15April2018 This is the front of our street, seen from the veranda. It doesn’t look like the middle of April, does it?Everything was closed due to the ice storm as well, all activities, even the churches were closed so I never had Mass yesterday; everyone just had a quiet day at home, confined to the house, no one going anywhere, but it was actually kind of nice, to take a day off from the world, from life, to just stay at home and not have to go anywhere or do anything. My cousin also said her country club was closed, and even in Toronto the streetcars were down as the tracks were all covered in ice and frozen. As for us, the storm tore off our eavestrough and it went flying over the fence and ended up at the side of the house on the other side, and it also tore off our screen door which fell onto a chair and broke it in half on the backyard porch and broke off more of our fence,too.

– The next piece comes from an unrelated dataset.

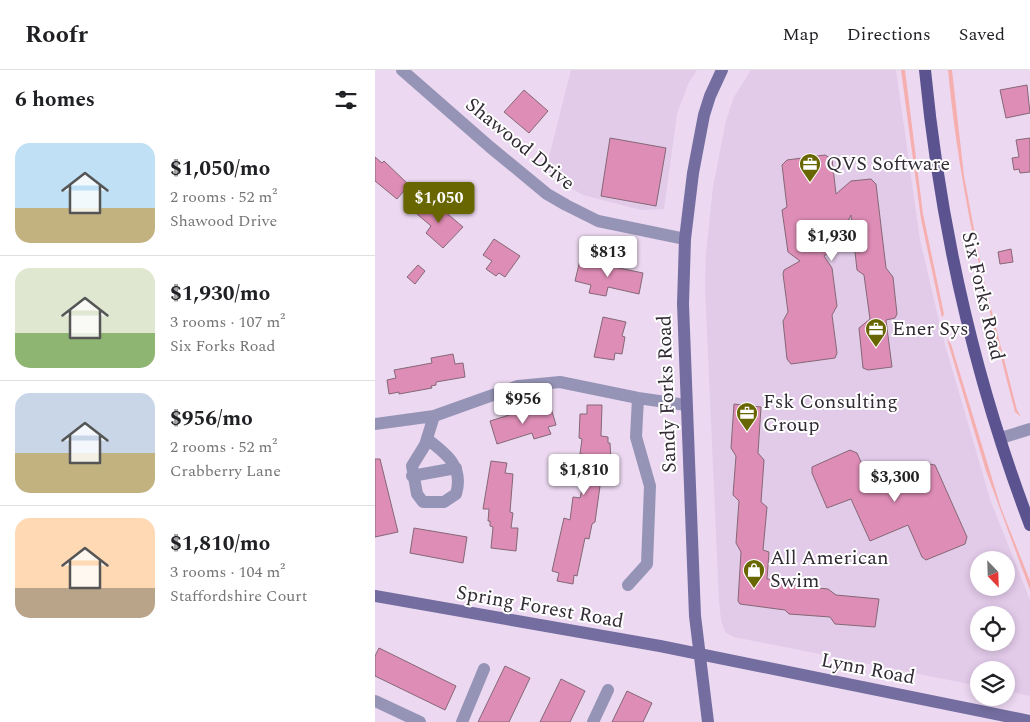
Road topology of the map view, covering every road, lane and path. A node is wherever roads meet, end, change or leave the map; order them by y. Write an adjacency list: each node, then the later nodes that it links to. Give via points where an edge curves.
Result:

When the 11 YR old was being annoying and I told him to go to another room he also snarled at me, Go die(imagine how he’d feel though if I actually did and he’d have to carry that with him for the rest of his life?) and the 16 YR old found out from Patti’s Facebook that her dog’s actually expecting 4 puppies, not 3, and they’re due next week, so Buddy’s going to be a father of 4, and it’s weird though how she’s never posed any “belly shots” of her dog prego and it makes me wonder if she really even is, or if she’s just maybe making the whole thing up…The girls also asked me if white priveledge is real and I told them that sadly, yes, it is, even though most white people will deny it, and I had a dream a dreamboat asked me to a gala as well that was formal and I felt like Cinderella at the ball and said, I never want this night to ever end… and it turned out to be the best day of my life.He was so kind and charming as well that he made me feel beautiful,for the first time ever, which I’ve never felt in my entire life.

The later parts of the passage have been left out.